Abstract

This article explores how Michoacán and California’s avocado growers navigated the North American Free Trade Agreement’s (NAFTA) negotiations and how they responded to its ratification after 1994. Although NAFTA is the reference in time for this narrative, the article focuses on the environmental changes in Michoacán and California instead of the trade negotiations to accentuate international agreements’ impacts on concrete ecologies and vice versa. NAFTA presupposed the termination of trade barriers between Mexican and U.S. markets. Nonetheless, it was not enough for the U.S. Department of Agriculture (USDA) to lift a quarantine on Mexican avocados imposed in 1914 due to an alleged plague affecting the fruit.

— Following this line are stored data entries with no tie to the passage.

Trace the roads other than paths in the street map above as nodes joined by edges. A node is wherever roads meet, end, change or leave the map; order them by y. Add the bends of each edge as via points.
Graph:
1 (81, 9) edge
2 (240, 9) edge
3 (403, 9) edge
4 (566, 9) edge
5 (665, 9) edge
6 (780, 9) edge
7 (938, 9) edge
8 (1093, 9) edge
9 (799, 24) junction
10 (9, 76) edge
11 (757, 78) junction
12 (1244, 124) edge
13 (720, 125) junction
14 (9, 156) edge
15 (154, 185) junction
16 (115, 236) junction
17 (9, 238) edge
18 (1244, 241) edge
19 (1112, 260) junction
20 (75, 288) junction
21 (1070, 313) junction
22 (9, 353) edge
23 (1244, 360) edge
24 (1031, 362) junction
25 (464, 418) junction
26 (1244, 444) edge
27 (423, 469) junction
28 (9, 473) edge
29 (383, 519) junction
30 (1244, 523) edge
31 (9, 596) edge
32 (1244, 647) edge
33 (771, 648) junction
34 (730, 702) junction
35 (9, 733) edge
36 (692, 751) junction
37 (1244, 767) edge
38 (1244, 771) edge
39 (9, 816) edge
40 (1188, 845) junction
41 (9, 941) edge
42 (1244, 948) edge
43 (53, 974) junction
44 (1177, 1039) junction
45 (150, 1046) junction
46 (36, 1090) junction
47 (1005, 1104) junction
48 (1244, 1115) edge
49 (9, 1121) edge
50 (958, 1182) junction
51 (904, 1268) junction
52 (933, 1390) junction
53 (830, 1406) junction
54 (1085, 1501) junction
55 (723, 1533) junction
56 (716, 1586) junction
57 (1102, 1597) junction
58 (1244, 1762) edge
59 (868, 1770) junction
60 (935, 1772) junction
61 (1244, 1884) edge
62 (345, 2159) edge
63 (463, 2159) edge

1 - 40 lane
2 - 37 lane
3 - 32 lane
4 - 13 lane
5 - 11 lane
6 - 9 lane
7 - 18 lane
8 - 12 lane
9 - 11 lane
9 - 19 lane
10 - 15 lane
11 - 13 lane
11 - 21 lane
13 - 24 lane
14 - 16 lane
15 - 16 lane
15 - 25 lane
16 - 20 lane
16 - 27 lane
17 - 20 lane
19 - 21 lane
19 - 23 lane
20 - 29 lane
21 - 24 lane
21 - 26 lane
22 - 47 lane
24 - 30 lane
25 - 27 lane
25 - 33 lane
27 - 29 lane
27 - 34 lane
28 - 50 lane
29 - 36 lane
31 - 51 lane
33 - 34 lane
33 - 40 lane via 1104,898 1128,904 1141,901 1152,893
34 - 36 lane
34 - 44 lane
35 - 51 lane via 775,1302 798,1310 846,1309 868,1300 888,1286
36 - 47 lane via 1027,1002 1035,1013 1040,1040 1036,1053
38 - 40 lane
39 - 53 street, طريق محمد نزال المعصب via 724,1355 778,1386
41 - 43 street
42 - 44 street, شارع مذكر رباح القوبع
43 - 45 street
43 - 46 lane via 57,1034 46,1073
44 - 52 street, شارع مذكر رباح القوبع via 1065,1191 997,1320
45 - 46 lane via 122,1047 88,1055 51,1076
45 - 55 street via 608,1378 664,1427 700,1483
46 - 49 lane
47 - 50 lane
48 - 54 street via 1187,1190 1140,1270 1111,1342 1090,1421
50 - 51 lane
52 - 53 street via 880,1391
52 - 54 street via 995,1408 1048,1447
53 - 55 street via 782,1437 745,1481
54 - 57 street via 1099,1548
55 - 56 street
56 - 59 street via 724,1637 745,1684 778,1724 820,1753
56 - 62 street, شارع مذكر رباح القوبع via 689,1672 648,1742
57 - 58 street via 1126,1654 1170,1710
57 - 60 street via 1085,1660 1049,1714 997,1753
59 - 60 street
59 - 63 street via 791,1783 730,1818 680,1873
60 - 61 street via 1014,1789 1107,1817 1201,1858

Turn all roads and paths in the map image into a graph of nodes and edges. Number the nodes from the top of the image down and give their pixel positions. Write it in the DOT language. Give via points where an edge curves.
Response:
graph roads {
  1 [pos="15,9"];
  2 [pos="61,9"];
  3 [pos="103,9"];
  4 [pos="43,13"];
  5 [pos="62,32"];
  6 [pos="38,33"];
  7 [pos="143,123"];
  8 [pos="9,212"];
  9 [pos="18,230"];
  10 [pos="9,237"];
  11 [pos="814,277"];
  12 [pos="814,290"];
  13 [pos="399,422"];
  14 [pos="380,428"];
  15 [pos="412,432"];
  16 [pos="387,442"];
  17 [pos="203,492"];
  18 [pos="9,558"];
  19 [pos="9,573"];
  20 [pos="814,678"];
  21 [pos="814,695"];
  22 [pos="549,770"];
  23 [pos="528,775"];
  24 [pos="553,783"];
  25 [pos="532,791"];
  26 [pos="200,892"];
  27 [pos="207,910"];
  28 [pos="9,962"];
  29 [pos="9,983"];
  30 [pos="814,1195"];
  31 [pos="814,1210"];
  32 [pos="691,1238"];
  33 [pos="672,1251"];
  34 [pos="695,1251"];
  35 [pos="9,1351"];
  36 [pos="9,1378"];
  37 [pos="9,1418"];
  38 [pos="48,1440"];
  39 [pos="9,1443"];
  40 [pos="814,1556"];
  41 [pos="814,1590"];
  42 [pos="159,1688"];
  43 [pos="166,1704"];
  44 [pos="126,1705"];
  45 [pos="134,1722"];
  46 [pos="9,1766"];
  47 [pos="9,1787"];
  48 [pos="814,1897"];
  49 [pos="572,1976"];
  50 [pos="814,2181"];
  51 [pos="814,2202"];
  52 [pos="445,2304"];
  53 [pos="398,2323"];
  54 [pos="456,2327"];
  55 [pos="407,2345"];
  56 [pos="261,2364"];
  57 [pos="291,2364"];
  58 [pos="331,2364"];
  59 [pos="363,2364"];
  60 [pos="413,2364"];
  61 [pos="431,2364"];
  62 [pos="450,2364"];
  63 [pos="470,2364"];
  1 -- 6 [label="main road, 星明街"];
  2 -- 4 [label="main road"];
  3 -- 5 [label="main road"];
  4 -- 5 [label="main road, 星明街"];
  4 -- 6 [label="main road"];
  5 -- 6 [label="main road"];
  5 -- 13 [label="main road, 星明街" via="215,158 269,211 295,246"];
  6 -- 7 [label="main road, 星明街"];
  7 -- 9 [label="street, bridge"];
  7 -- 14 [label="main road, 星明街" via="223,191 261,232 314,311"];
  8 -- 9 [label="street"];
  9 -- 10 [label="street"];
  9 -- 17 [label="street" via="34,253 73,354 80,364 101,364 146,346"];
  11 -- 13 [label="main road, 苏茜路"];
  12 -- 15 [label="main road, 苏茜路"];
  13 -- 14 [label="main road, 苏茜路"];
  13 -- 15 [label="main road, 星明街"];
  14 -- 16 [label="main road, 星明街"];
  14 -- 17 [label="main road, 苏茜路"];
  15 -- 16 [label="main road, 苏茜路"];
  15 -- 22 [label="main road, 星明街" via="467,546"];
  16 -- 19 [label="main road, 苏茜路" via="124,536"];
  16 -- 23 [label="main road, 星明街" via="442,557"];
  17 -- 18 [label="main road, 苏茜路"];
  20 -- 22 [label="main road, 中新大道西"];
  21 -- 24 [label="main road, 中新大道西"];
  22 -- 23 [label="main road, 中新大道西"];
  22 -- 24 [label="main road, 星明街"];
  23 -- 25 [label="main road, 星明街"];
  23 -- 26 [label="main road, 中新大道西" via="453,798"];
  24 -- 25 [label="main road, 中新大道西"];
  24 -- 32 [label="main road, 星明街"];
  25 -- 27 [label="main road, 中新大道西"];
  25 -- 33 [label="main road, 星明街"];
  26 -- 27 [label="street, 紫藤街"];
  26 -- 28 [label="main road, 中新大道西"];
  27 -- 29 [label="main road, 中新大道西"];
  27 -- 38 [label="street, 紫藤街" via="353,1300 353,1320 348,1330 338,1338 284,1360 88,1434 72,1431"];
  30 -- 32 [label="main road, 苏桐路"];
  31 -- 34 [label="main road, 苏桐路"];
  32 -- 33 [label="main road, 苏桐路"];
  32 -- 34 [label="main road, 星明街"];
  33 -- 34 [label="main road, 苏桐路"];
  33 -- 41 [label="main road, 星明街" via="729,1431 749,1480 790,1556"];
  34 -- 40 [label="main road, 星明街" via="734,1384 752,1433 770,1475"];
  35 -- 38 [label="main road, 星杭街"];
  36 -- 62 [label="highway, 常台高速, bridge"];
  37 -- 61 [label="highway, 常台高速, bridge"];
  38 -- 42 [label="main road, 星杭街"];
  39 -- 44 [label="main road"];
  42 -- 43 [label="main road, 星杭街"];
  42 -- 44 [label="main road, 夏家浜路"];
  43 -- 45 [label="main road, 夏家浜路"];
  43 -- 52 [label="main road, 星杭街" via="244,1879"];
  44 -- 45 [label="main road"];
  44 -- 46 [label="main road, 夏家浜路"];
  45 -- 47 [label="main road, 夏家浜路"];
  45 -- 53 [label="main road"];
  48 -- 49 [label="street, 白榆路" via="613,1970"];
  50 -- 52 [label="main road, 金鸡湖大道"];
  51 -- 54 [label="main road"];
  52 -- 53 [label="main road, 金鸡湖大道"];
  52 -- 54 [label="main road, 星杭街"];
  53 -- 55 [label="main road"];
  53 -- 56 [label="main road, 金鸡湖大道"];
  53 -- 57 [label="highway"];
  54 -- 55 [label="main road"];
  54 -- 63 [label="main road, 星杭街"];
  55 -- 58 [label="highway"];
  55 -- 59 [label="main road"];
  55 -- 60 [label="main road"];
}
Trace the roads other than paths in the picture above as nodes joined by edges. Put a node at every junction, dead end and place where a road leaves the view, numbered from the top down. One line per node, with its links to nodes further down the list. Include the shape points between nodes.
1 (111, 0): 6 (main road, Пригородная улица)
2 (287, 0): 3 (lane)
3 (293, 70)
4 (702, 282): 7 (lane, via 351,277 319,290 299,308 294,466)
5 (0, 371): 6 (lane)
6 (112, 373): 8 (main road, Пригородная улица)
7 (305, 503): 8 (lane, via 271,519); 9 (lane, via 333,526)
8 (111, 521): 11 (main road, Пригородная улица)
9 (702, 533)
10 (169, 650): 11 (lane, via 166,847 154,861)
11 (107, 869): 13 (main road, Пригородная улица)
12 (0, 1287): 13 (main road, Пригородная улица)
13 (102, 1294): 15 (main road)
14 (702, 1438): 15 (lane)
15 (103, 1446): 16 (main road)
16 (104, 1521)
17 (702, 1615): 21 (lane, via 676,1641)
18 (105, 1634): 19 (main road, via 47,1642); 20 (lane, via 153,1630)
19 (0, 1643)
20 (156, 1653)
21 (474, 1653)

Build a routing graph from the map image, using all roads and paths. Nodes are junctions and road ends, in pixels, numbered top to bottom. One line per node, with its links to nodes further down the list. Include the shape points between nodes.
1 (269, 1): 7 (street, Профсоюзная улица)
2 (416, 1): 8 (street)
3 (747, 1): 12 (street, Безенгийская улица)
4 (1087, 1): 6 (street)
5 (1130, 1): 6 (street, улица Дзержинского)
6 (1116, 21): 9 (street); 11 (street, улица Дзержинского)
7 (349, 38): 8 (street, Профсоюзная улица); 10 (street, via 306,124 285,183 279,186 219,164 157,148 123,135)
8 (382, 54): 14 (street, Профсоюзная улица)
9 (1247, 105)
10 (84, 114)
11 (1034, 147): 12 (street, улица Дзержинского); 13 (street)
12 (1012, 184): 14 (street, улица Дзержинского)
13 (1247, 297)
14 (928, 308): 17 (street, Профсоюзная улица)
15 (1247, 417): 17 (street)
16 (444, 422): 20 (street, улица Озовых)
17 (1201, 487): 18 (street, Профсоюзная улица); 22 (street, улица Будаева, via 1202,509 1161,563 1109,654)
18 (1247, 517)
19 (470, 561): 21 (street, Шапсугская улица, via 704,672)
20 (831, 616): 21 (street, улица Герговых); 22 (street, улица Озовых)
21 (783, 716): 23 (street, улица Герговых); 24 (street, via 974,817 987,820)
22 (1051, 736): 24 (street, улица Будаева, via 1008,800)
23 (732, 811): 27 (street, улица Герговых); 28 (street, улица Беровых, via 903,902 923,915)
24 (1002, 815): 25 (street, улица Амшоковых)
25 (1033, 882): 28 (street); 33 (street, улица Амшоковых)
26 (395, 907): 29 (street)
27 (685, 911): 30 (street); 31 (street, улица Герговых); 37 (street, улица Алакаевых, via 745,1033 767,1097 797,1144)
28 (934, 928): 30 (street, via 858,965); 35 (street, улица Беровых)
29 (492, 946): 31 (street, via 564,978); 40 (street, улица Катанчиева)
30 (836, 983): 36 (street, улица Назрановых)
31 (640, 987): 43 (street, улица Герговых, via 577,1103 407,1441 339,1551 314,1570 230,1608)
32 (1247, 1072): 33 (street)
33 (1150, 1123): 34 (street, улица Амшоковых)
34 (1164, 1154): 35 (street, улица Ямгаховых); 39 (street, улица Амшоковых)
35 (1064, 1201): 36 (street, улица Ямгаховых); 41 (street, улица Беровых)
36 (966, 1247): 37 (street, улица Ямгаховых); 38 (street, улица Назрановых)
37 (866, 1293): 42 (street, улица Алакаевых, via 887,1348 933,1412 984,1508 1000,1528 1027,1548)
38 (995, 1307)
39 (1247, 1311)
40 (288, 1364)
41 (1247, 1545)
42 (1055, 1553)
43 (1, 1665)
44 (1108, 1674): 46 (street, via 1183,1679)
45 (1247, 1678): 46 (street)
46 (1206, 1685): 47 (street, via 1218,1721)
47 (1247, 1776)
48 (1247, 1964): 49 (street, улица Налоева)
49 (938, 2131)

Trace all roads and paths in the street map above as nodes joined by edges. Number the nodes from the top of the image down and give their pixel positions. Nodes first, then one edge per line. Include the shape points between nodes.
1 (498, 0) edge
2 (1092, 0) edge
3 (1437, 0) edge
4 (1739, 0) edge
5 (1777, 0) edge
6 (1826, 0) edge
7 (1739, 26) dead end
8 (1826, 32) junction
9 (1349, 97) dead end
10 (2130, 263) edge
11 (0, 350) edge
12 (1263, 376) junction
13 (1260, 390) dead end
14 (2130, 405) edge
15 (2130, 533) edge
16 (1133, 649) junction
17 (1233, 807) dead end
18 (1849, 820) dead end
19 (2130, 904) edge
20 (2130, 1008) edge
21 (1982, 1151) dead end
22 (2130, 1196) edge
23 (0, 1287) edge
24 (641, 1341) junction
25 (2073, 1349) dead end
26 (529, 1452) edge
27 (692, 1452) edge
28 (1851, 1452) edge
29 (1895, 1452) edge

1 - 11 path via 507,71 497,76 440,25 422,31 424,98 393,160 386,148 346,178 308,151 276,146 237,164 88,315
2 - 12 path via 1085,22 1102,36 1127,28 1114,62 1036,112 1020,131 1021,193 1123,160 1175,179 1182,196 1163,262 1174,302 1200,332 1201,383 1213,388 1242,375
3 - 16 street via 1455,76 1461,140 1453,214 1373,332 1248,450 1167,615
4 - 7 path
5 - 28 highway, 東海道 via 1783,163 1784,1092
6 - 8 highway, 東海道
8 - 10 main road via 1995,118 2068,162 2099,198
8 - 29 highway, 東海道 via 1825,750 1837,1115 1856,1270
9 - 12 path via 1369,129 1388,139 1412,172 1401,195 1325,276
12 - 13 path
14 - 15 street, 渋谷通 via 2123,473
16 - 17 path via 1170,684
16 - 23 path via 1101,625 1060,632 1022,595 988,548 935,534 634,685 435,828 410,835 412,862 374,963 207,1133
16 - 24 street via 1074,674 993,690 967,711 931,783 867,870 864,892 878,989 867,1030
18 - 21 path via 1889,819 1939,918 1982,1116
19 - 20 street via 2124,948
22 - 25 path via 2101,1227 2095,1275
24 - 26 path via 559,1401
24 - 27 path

However, when California faced severe climatic difficulties to increase or even maintain its avocado yields while Michoacán proved to have a propitious pest-free ecological context for the avocado tree to thrive, the USDA concluded a period of over 80 years of domestic protectionism of the avocado market. To grasp how the avocado industries in Michoacán and California responded to volatile times both in transnational trade and environmental change in the late twentieth century, this article mostly recourses to oral and written records of growers on both sides of the border. Interviews with growers and people connected to the avocado industry in Michoacán, as well as growers’ annual meeting minutes in California, aided in uncovering the anxieties of adjusting to the integration of markets in times of neoliberal globalization and climate change.